El nobel de economía 1986, James M. Buchanan, falleció en 2013. En su legado hay uno menos conocido: su brillante reflexión sobre qué deben hacer los economistas

Al amigo prof. Luis Emiro Montero

El nobel de economía en 1986, James McGill Buchanan (1919-2013) es principalmente recordado por su obra sobre teoría de la elección pública. En esta misma publicación he hecho algún artículo previo sobre él, con motivo de su fallecimiento. Explorando un texto para preparar un nuevo trabajo, me encontré con una referencia a un artículo suyo de 1964, donde Buchanan se preocupa sobre la definición de Economía. Entiendo que ese artículo seminal está sin traducción al castellano y creo que es poco referido porque otros trabajos posteriores de Buchanan le hacen sombra. Ello le da valor adicional para rescatarlo. En castellano se debería llamar QUÉ DEBERÍAN HACER LOS ECONOMISTAS. La referencia es BUCHANAN, James M. “What should economists do?” Souther Economic Journal, Vol. 30, No. 3 (1964), pp. 213-222.

Buchanan siente disconformidad con la definición convencional de economía legada por el gran Lionel Charles Robbins (1898-1984). Según esa concepción, el problema económico es la asignación de recursos escasos entre fines alternativos y que compiten entre sí. Siguiendo el artículo, “el problema es uno de asignación, el cual surge por el hecho de la escasez y la necesidad de elegir” (p. 214). La economía consistiría en el estudio de ese problema. Bajo este esquema conceptual, el economista proveería los medios para hacer “mejores” elecciones (p. 221). Termina siendo una suerte de ingeniero social.
Lo que desagrada a Buchanan es que esta definición pierde de vista quién hace la asignación. Es más, abre la puerta a que sea el Estado y hasta un gobierno socialista o totalitario quien, en su sabiduría de “déspota benevolente”, coloque los recursos donde deben estar.

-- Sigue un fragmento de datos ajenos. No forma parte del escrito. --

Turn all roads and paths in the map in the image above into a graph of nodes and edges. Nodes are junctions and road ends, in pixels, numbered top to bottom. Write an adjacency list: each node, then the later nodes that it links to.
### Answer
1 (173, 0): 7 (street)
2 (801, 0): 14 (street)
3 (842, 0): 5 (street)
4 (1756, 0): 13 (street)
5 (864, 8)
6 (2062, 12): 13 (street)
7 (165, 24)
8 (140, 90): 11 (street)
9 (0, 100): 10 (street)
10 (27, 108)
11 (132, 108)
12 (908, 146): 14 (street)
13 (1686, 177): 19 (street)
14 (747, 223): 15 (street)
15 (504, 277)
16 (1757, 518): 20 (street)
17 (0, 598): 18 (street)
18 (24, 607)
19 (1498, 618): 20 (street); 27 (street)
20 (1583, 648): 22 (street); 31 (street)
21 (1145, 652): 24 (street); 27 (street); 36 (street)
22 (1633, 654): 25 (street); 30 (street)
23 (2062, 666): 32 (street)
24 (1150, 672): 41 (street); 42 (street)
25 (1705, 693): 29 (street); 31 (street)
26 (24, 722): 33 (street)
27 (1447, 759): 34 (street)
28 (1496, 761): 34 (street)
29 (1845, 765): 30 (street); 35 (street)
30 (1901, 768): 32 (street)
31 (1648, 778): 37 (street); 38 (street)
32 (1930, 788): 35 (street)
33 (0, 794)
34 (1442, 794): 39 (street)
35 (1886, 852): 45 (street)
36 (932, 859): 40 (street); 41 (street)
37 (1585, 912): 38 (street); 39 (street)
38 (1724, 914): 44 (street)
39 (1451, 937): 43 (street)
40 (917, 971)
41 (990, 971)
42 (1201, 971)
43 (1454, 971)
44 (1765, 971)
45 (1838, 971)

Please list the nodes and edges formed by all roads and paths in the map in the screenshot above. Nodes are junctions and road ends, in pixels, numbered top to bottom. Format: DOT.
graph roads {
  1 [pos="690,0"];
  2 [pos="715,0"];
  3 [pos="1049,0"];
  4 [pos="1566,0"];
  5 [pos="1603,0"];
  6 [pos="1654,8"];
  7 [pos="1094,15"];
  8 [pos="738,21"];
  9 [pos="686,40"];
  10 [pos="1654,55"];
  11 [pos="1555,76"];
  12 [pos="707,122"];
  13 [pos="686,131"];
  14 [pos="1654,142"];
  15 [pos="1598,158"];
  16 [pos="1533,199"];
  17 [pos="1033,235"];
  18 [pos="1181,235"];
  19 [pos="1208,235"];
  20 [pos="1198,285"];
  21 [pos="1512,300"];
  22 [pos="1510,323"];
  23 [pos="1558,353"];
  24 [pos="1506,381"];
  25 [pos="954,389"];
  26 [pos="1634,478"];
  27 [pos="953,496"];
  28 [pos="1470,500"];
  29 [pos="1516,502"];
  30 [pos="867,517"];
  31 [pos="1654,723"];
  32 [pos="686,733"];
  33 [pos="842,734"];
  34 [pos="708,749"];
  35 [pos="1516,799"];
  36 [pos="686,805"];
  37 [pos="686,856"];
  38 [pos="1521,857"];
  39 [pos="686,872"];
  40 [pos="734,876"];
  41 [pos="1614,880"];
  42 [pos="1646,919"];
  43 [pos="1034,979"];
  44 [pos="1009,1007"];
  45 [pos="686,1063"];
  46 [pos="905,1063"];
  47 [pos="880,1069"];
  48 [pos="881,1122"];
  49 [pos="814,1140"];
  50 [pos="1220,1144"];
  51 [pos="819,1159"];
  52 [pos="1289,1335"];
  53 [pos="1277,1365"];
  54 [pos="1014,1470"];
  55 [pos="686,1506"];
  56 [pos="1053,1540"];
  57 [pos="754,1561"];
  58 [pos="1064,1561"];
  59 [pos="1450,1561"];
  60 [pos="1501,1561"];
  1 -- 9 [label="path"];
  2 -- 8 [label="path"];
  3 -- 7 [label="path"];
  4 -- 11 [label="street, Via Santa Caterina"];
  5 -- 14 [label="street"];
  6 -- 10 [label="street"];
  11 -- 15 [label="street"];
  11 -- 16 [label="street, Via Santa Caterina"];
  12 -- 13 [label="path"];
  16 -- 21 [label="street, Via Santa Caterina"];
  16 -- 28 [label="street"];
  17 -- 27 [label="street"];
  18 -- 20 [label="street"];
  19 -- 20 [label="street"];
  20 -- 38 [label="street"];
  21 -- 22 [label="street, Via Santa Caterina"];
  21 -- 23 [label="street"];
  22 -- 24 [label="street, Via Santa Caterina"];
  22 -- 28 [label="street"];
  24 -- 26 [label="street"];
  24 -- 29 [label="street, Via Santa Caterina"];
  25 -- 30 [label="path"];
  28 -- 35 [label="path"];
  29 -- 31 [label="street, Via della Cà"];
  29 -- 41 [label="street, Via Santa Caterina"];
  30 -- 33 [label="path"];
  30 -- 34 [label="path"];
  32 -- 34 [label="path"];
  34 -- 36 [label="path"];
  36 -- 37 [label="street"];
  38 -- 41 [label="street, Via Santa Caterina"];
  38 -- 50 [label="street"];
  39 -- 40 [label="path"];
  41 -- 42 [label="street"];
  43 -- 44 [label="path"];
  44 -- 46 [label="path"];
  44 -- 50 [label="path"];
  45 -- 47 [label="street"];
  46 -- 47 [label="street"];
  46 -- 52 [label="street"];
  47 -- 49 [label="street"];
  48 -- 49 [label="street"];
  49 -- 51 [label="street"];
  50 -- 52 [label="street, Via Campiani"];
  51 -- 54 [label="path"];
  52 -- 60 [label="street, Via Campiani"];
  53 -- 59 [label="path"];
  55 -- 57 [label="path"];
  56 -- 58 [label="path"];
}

Algunas aproximaciones como la de Frank Knight y Milton Friedman (nobel 1974) al menos señalaban en sus clases de aquel tiempo que “la economía es el estudio de cómo una sociedad particular resuelve el problema económico” (p. 215) y esto aterriza el concepto en el sentido que al menos alguien, la sociedad, debe hacer la asignación de los recursos escasos. Y la sociedad son los individuos que la componen, así que el problema económico puede descender a un nivel personal. En cualquier caso, estas definiciones son “de final abierto” (“open ended”, p. 215) y quizás incluso resten motivación a quien se inicia en Economía o quiere comprender de qué va el asunto.

Tal enfoque termina convirtiendo a la sociedad y al economista es una suerte de gran ordenador o computadora. Los economistas hablan de una función de utilidad que debe maximizarse, que es una forma complicada de decir que las elecciones económicas buscan incrementar el bienestar. Si el asunto se limita a decidir dónde se colocan los grandes elementos de la función de producción, a saber tierra, capital, trabajo y conocimiento, el asunto termina siendo una optimización informática y un complejo programa de programación lineal o investigación de operaciones resolvería el problema económico.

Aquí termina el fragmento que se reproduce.